**PROVIDED RECORDS**
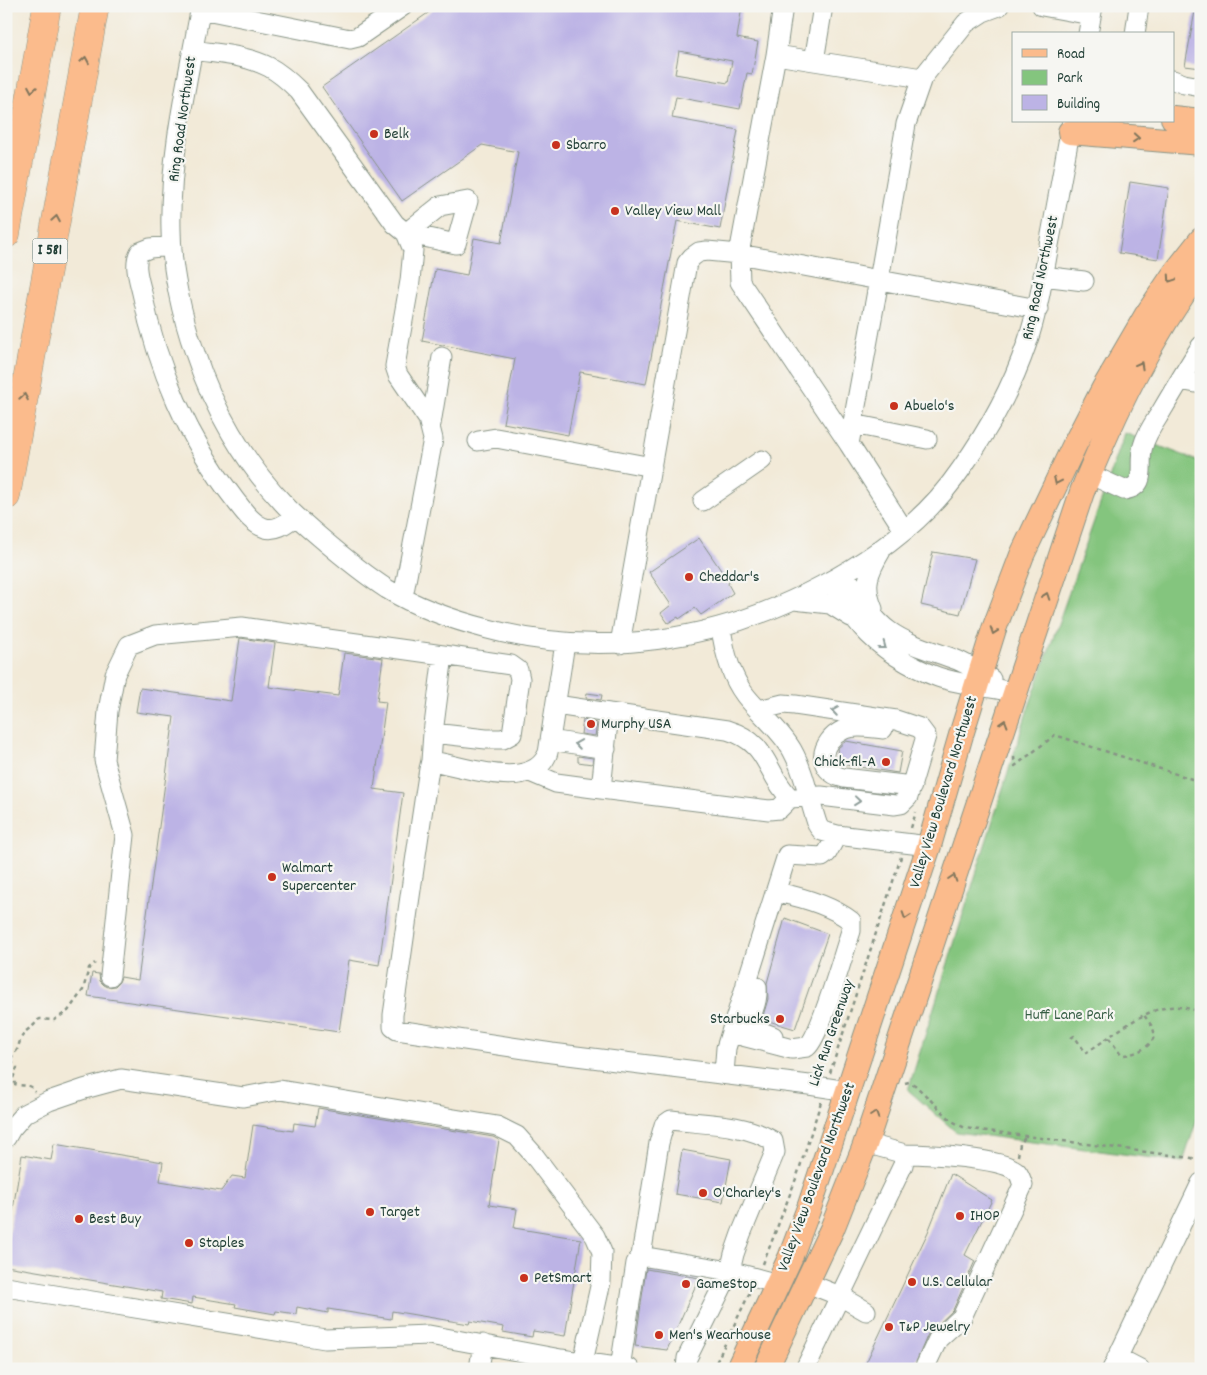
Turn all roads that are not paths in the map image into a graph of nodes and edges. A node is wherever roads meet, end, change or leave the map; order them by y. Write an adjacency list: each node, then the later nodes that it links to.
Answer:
1 (47, 6): 23 (highway, one-way to 23)
2 (95, 6): 45 (highway, I 581, one-way to 2)
3 (403, 6): 9 (street)
4 (783, 6): 14 (street)
5 (823, 6): 15 (street)
6 (999, 6): 16 (street)
7 (1042, 6): 10 (street)
8 (1139, 6): 12 (street)
9 (201, 8): 13 (street, Ring Road Northwest)
10 (1092, 11): 11 (street)
11 (1088, 32)
12 (1135, 32)
13 (193, 50): 25 (street, Ring Road Northwest); 37 (street)
14 (776, 55): 15 (street); 26 (street)
15 (814, 61): 16 (street)
16 (922, 78): 29 (street)
17 (1174, 80): 18 (street)
18 (1201, 87)
19 (1174, 118): 20 (main road)
20 (1201, 122)
21 (1071, 127): 22 (main road, one-way to 22); 28 (street, Ring Road Northwest)
22 (1201, 143)
23 (6, 234)
24 (1201, 240): 33 (main road, Valley View Boulevard Northwest, one-way to 33)
25 (172, 246): 47 (street, Ring Road Northwest); 47 (street)
26 (740, 254): 29 (street); 41 (street); 43 (street)
27 (1201, 269): 44 (main road, Valley View Boulevard Northwest, one-way to 27)
28 (1043, 276): 30 (street); 31 (street, Ring Road Northwest)
29 (880, 280): 31 (street); 38 (street)
30 (1084, 281)
31 (1038, 309): 48 (street, Ring Road Northwest)
32 (1201, 346): 35 (street)
33 (1128, 347): 44 (main road); 59 (main road, Valley View Boulevard Northwest, one-way to 59)
34 (442, 357): 37 (street)
35 (1180, 380): 36 (street); 44 (street)
36 (1201, 384)
37 (430, 424): 51 (street)
38 (853, 424): 39 (street); 41 (street)
39 (927, 439)
40 (478, 441): 43 (street)
41 (849, 444): 48 (street)
42 (762, 460): 46 (street)
43 (652, 467): 57 (street)
44 (1089, 474): 60 (main road, Valley View Boulevard Northwest, one-way to 44)
45 (6, 496)
46 (703, 501)
47 (296, 516): 51 (street, Ring Road Northwest)
48 (904, 530): 49 (street, Ring Road Northwest)
49 (883, 547): 50 (street, Ring Road Northwest); 54 (street)
50 (838, 577): 52 (street, Ring Road Northwest); 53 (street); 54 (street)
51 (403, 597): 56 (street, Ring Road Northwest)
52 (794, 600): 53 (street); 55 (street, Ring Road Northwest)
53 (858, 622): 59 (street, one-way to 59)
54 (883, 625): 59 (street)
55 (721, 627): 57 (street, Ring Road Northwest); 62 (street)
56 (564, 642): 57 (street, Ring Road Northwest); 61 (street)
57 (620, 644)
58 (443, 655): 64 (street); 64 (street); 76 (street)
59 (978, 679): 60 (street); 74 (main road, Valley View Boulevard Northwest)
60 (1014, 692): 83 (main road, Valley View Boulevard Northwest, one-way to 60)
61 (556, 705): 63 (street); 66 (street)
62 (759, 710): 65 (street, one-way to 62); 72 (street)
63 (609, 713): 67 (street); 72 (street)
64 (433, 733): 68 (street)
65 (926, 736): 70 (street); 70 (street)
66 (550, 740): 67 (street, one-way to 66); 69 (street)
67 (606, 749): 71 (street)
68 (431, 760): 69 (street); 80 (street)
69 (530, 772): 71 (street)
70 (912, 786): 72 (street, one-way to 70)
71 (602, 789): 72 (street)
72 (799, 797): 73 (street)
73 (837, 835): 74 (street); 75 (street)
74 (918, 844): 81 (main road, Valley View Boulevard Northwest, one-way to 81)
75 (776, 892): 77 (street); 79 (street)
76 (110, 976)
77 (746, 983): 78 (street); 79 (street)
78 (731, 1033): 79 (street); 80 (street)
79 (813, 1041)
80 (724, 1074): 81 (street)
81 (848, 1092): 88 (main road, Valley View Boulevard Northwest); 89 (main road)
82 (6, 1138): 94 (street)
83 (865, 1144): 84 (street); 89 (main road, Valley View Boulevard Northwest)
84 (905, 1154): 91 (street); 104 (street)
85 (1201, 1184): 95 (street)
86 (641, 1256): 87 (street); 87 (street); 97 (street)
87 (730, 1271): 88 (street); 99 (street)
88 (770, 1283): 100 (main road, Valley View Boulevard Northwest); 101 (main road)
89 (807, 1283): 91 (street); 102 (main road, Valley View Boulevard Northwest)
90 (6, 1287): 93 (street)
91 (840, 1296): 92 (street); 103 (street)
92 (866, 1311)
93 (483, 1344): 96 (street); 98 (street)
94 (583, 1362): 96 (street); 97 (street)
95 (1114, 1363): 105 (street)
96 (560, 1364)
97 (625, 1368)
98 (479, 1369)
99 (686, 1369)
100 (738, 1369)
101 (751, 1369)
102 (766, 1369)
103 (805, 1369)
104 (924, 1369)
105 (1140, 1369)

**PROBLEM DETAILS**
Pictures are not part of the copy; retype all the other material exactly.

**REPLY TO THE EXERCISE**
Turn all roads that are not paths in the map image into a graph of nodes and edges. A node is wherever roads meet, end, change or leave the map; order them by y. Write an adjacency list: each node, then the later nodes that it links to.
Answer:
1 (47, 6): 23 (highway, one-way to 23)
2 (95, 6): 45 (highway, I 581, one-way to 2)
3 (403, 6): 9 (street)
4 (783, 6): 14 (street)
5 (823, 6): 15 (street)
6 (999, 6): 16 (street)
7 (1042, 6): 10 (street)
8 (1139, 6): 12 (street)
9 (201, 8): 13 (street, Ring Road Northwest)
10 (1092, 11): 11 (street)
11 (1088, 32)
12 (1135, 32)
13 (193, 50): 25 (street, Ring Road Northwest); 37 (street)
14 (776, 55): 15 (street); 26 (street)
15 (814, 61): 16 (street)
16 (922, 78): 29 (street)
17 (1174, 80): 18 (street)
18 (1201, 87)
19 (1174, 118): 20 (main road)
20 (1201, 122)
21 (1071, 127): 22 (main road, one-way to 22); 28 (street, Ring Road Northwest)
22 (1201, 143)
23 (6, 234)
24 (1201, 240): 33 (main road, Valley View Boulevard Northwest, one-way to 33)
25 (172, 246): 47 (street, Ring Road Northwest); 47 (street)
26 (740, 254): 29 (street); 41 (street); 43 (street)
27 (1201, 269): 44 (main road, Valley View Boulevard Northwest, one-way to 27)
28 (1043, 276): 30 (street); 31 (street, Ring Road Northwest)
29 (880, 280): 31 (street); 38 (street)
30 (1084, 281)
31 (1038, 309): 48 (street, Ring Road Northwest)
32 (1201, 346): 35 (street)
33 (1128, 347): 44 (main road); 59 (main road, Valley View Boulevard Northwest, one-way to 59)
34 (442, 357): 37 (street)
35 (1180, 380): 36 (street); 44 (street)
36 (1201, 384)
37 (430, 424): 51 (street)
38 (853, 424): 39 (street); 41 (street)
39 (927, 439)
40 (478, 441): 43 (street)
41 (849, 444): 48 (street)
42 (762, 460): 46 (street)
43 (652, 467): 57 (street)
44 (1089, 474): 60 (main road, Valley View Boulevard Northwest, one-way to 44)
45 (6, 496)
46 (703, 501)
47 (296, 516): 51 (street, Ring Road Northwest)
48 (904, 530): 49 (street, Ring Road Northwest)
49 (883, 547): 50 (street, Ring Road Northwest); 54 (street)
50 (838, 577): 52 (street, Ring Road Northwest); 53 (street); 54 (street)
51 (403, 597): 56 (street, Ring Road Northwest)
52 (794, 600): 53 (street); 55 (street, Ring Road Northwest)
53 (858, 622): 59 (street, one-way to 59)
54 (883, 625): 59 (street)
55 (721, 627): 57 (street, Ring Road Northwest); 62 (street)
56 (564, 642): 57 (street, Ring Road Northwest); 61 (street)
57 (620, 644)
58 (443, 655): 64 (street); 64 (street); 76 (street)
59 (978, 679): 60 (street); 74 (main road, Valley View Boulevard Northwest)
60 (1014, 692): 83 (main road, Valley View Boulevard Northwest, one-way to 60)
61 (556, 705): 63 (street); 66 (street)
62 (759, 710): 65 (street, one-way to 62); 72 (street)
63 (609, 713): 67 (street); 72 (street)
64 (433, 733): 68 (street)
65 (926, 736): 70 (street); 70 (street)
66 (550, 740): 67 (street, one-way to 66); 69 (street)
67 (606, 749): 71 (street)
68 (431, 760): 69 (street); 80 (street)
69 (530, 772): 71 (street)
70 (912, 786): 72 (street, one-way to 70)
71 (602, 789): 72 (street)
72 (799, 797): 73 (street)
73 (837, 835): 74 (street); 75 (street)
74 (918, 844): 81 (main road, Valley View Boulevard Northwest, one-way to 81)
75 (776, 892): 77 (street); 79 (street)
76 (110, 976)
77 (746, 983): 78 (street); 79 (street)
78 (731, 1033): 79 (street); 80 (street)
79 (813, 1041)
80 (724, 1074): 81 (street)
81 (848, 1092): 88 (main road, Valley View Boulevard Northwest); 89 (main road)
82 (6, 1138): 94 (street)
83 (865, 1144): 84 (street); 89 (main road, Valley View Boulevard Northwest)
84 (905, 1154): 91 (street); 104 (street)
85 (1201, 1184): 95 (street)
86 (641, 1256): 87 (street); 87 (street); 97 (street)
87 (730, 1271): 88 (street); 99 (street)
88 (770, 1283): 100 (main road, Valley View Boulevard Northwest); 101 (main road)
89 (807, 1283): 91 (street); 102 (main road, Valley View Boulevard Northwest)
90 (6, 1287): 93 (street)
91 (840, 1296): 92 (street); 103 (street)
92 (866, 1311)
93 (483, 1344): 96 (street); 98 (street)
94 (583, 1362): 96 (street); 97 (street)
95 (1114, 1363): 105 (street)
96 (560, 1364)
97 (625, 1368)
98 (479, 1369)
99 (686, 1369)
100 (738, 1369)
101 (751, 1369)
102 (766, 1369)
103 (805, 1369)
104 (924, 1369)
105 (1140, 1369)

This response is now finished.